摘要目的 检测胰腺导管腺癌及相应癌旁胰腺组织TGF-β激活激酶1(TAK1)、磷酸化TAK1(p-TAK1)的表达及肿瘤相关巨噬细胞(TAM)的浸润密度,分析二条途径之间的相关性及其与肿瘤临床病理特征的相关性.方法 应用免疫组化法检测57例胰腺癌及35例相应癌旁正常胰腺组织TAK1、p-TAK1及TAM标志物CD68蛋白的表达,计算TAM浸润密度,采用SPSS18.0软件分析它们之间及其与临床病理特征间的关系,采用多因素Logistic回归分析胰腺癌TNM分期的独立危险因素.结果 胰腺癌组织TAK1、p-TAK1蛋白的阳性表达率分别为42.1％(24/57)和40.4％ (23/57),显著高于癌旁组织的14.3％(5/35)和11.4％(4/35);胰腺癌组织CD68阳性的TAM高密度浸润者占38.6％(22/57),显著高于癌旁组织的8.6％(3/35),差异均有统计学意义(P值均＜0.05).TAK1蛋白表达与胰腺肿瘤的最长径、分化程度、淋巴结转移、远处转移、临床分期显著相关;p-TAK1蛋白表达与肿瘤的分化程度、淋巴结转移、远处转移、临床分期显著相关;TAM浸润密度与肿瘤的分化程度、淋巴结转移、远处转移、临床分期显著相关(P值均＜0.05).胰腺癌组织TAK1、p-TAK1表达水平均与TAM的浸润密度呈正相关(P值均＜0.01).多因素Logistic回归分析显示胰腺癌组织TAM高密度浸润是高等级TNM分期的独立危险因素(P =0.002,OR=129.5,95％ CI 6.2 ～2718.6).结论 TAK1途径及TAM在胰腺癌的发生和发展过程中具有重要作用,并且两种机制可能存在一定的协同作用.
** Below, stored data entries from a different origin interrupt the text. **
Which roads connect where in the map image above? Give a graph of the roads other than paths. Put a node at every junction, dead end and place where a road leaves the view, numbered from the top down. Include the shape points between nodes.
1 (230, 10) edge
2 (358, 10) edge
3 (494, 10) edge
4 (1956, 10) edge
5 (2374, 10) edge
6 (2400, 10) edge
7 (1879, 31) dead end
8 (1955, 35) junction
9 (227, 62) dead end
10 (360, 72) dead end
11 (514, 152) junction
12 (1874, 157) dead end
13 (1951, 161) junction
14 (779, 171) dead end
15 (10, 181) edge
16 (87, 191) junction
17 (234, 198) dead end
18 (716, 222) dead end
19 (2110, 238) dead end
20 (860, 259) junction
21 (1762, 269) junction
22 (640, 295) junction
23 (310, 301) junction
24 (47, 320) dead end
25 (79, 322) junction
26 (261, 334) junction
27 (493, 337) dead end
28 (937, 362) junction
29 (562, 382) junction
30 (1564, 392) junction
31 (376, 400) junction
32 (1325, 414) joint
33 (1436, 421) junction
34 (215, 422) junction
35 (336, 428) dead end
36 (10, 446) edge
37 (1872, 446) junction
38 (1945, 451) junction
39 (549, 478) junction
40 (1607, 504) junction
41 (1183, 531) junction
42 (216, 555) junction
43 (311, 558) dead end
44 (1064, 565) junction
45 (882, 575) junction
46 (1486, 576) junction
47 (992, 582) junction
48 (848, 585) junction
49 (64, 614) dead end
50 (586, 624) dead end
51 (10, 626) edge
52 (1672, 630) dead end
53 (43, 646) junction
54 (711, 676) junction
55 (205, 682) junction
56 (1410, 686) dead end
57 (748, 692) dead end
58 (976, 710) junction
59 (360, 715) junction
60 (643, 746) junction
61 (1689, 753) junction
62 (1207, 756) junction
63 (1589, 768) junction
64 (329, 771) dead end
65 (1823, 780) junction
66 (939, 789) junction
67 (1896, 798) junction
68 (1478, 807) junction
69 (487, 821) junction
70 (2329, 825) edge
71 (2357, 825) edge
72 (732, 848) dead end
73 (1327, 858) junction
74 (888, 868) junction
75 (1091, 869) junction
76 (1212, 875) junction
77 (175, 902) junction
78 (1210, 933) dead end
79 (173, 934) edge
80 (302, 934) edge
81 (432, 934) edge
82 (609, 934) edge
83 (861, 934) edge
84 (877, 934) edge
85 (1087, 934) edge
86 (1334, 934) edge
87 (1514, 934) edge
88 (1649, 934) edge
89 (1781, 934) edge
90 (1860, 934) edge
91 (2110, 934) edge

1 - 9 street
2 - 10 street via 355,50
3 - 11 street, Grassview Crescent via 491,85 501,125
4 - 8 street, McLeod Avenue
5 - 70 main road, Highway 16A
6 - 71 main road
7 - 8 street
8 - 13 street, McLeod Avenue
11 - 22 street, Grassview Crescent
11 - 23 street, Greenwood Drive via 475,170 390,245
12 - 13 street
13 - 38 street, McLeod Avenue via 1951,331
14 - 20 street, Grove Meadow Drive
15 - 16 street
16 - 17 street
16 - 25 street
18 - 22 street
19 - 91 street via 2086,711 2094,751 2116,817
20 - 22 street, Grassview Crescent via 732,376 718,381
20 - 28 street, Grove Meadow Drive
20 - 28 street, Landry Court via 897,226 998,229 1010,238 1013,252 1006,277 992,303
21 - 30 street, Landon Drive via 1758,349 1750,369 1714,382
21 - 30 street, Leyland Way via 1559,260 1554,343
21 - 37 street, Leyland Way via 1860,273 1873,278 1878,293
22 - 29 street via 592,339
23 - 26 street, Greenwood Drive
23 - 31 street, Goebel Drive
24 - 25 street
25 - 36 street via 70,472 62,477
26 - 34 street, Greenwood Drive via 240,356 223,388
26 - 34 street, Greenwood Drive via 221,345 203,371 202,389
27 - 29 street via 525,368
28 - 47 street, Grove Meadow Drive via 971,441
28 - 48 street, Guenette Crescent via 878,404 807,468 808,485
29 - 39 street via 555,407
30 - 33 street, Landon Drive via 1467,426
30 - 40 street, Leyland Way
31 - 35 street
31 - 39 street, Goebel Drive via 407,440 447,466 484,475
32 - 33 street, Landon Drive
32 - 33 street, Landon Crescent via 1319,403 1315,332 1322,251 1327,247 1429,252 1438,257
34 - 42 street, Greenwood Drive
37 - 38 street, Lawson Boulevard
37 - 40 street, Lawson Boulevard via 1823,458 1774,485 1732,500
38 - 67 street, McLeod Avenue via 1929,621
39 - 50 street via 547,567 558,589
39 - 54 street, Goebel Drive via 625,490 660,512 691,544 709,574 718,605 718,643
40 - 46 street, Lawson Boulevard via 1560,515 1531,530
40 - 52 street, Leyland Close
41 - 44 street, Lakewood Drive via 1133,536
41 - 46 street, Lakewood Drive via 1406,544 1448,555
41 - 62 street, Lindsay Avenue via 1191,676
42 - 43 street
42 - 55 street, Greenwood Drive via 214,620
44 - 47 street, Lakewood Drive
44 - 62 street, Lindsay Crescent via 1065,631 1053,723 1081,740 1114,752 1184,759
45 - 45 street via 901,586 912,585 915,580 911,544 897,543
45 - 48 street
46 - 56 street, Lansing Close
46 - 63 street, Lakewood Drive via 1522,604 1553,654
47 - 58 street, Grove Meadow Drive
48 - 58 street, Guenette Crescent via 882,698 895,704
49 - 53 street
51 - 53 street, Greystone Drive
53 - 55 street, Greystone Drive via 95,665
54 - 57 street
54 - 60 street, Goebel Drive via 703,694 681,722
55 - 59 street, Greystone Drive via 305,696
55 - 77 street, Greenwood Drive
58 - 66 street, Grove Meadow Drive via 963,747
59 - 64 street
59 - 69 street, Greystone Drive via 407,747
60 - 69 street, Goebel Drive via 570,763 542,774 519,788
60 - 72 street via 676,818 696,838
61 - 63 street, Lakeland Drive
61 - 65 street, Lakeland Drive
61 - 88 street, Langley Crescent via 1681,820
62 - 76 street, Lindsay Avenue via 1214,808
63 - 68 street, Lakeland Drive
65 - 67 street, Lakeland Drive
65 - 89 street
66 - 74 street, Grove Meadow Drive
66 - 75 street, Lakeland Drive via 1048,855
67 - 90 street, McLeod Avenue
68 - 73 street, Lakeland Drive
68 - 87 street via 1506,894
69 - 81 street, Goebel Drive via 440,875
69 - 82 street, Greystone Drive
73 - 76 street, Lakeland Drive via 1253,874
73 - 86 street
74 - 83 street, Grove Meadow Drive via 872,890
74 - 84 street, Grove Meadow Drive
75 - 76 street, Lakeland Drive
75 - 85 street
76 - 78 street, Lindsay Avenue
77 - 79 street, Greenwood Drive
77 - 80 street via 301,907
abstractsObjective To investigate the expression of TGF-β activated kinase1 (TAK1),phosphoryted TAK1 (p-TAK1) and the density of tumor associated macrophages (TAM) in human pancreatic carcinoma tissues and pairing adjacent normal pancreatic tissues,and explore their relationship.Methods The expression of TAK1,p-TAK1,CD68 (the marker of tumor associated macrophages) proteins in 57 samples of pancreatic cancer tissues and 35 samples of pairing adjacent normal pancreatic tissues were detected by immunohistochemical method,then the density of TAM was evaluated.The relationship between the protein expression and TAM,and the relationship between them and clinicopathologic parameters were examined using SPSS 18.0 software,and the independent risk factors of TNM staging were analyzed by multivariate logistic regression.Results TAK1 and p-TAK1 were positively expressed in 42.1％ (24/57) and 40.4％ (23/57) pancreatic carcinoma tissues,significantly higher than adjacent normal pancreatic tissues [14.3 ％ (5/35) and 11.4％ (4/35)];the proportion of pancreatic carcinoma tissues with high density TAM was 38.6％ (22/57),higher than that of adjacent pancreatic tissues [8.6％ (3/35)],the differences were statistically significant (P＜0.05).TAK1 expression was positively related to tumor size,tumor differentiation,lymph node metastasis,distant metastasis and clinical staging;p-TAK1 expression was positively related to tumor differentiation,lymph node metastasis,distant metastasis and clinical staging;the density of TAM was positively related tumor differentiation,lymph node metastasis,distant metastasis and clinical staging (all the P values were less than 0.05).The expression of TAK1 and p-TAK1were positively correlated with the density of TAM (P ＜0.001).Multivariate logistic regression analysis showed that high density of TAM was independently associated with advanced clinical staging (P =0.002,OR =129.5,95％ CI 6.2 ～2718.6).Conclusions TAK1 pathway and TAM may play an important role in the pathogenesis and progression of pancreatic cancer,and there may be synergy effect between them.